In the data below, the answer is the run of lines from the line containing "thumb mcp: (296, 171)" through the line containing "pinky dip: (476, 105)", both included; print it exactly and nothing else.

• [INPUT DATA]:
*-*-*
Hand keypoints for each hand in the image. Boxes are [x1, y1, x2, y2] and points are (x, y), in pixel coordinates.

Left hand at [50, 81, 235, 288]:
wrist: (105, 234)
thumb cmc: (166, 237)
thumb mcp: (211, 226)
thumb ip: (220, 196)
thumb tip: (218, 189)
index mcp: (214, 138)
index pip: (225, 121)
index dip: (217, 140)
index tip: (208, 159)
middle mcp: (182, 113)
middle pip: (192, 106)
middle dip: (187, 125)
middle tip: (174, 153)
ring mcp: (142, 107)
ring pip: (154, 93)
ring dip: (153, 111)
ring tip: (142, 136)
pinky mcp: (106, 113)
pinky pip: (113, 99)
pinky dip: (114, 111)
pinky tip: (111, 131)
*-*-*
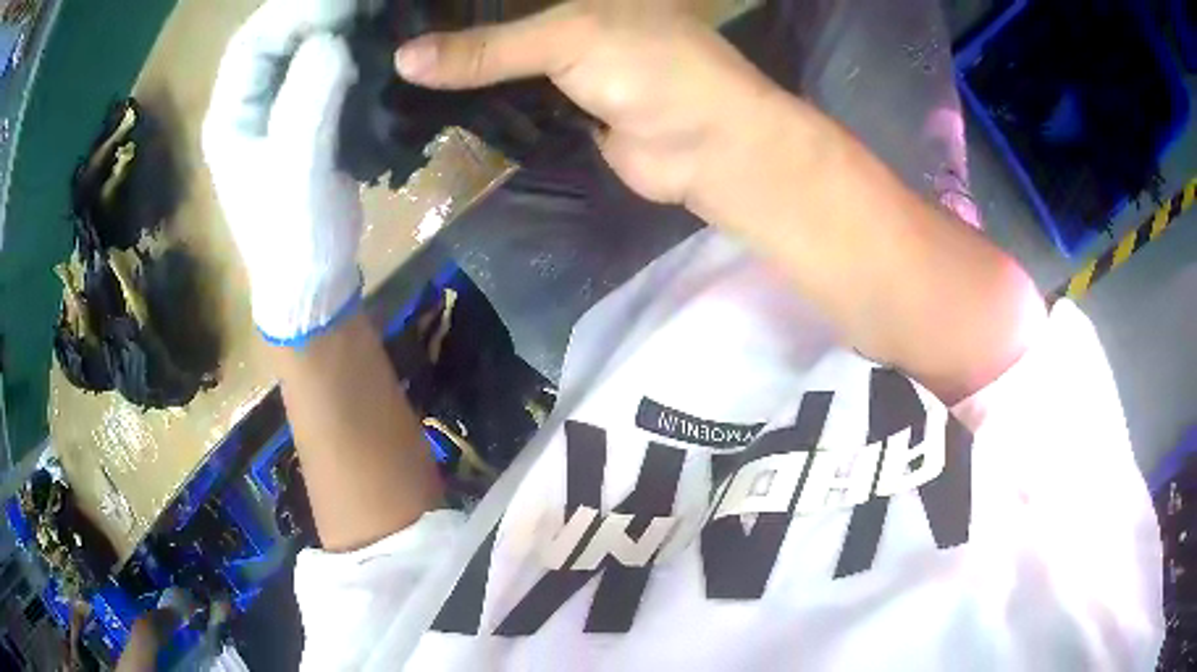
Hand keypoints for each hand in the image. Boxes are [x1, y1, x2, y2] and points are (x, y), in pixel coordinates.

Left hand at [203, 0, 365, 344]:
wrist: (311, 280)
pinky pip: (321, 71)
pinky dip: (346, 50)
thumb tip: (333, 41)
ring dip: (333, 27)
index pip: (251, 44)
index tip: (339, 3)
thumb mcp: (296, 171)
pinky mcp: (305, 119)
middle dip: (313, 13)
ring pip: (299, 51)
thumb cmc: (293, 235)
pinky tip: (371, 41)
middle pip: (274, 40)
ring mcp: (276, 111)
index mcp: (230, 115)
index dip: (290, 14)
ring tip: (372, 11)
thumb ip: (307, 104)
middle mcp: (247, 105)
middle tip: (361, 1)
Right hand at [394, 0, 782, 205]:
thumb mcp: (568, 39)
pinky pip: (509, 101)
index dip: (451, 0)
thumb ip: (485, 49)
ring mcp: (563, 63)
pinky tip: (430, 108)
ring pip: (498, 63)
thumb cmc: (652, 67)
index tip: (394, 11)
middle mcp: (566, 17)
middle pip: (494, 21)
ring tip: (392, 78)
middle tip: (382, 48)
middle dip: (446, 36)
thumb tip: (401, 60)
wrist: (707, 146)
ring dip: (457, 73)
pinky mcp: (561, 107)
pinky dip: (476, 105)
*-*-*
• [WRITTEN ANSWER]:
thumb mcp: (296, 171)
pinky mcp: (305, 119)
middle dip: (313, 13)
ring pip: (299, 51)
thumb cmc: (293, 235)
pinky tip: (371, 41)
middle pip: (274, 40)
ring mcp: (276, 111)
index mcp: (230, 115)
index dip: (290, 14)
ring tip: (372, 11)
thumb ip: (307, 104)
middle mcp: (247, 105)
middle tip: (361, 1)
Right hand at [394, 0, 782, 205]:
thumb mcp: (568, 39)
pinky pip: (509, 101)
index dip: (451, 0)
thumb ip: (485, 49)
ring mcp: (563, 63)
pinky tip: (430, 108)
ring pip: (498, 63)
thumb cmc: (652, 67)
index tip: (394, 11)
middle mcp: (566, 17)
middle pip: (494, 21)
ring tip: (392, 78)
middle tip: (382, 48)
middle dip: (446, 36)
thumb tip: (401, 60)
wrist: (707, 146)
ring dip: (457, 73)
pinky mcp: (561, 107)
pinky dip: (476, 105)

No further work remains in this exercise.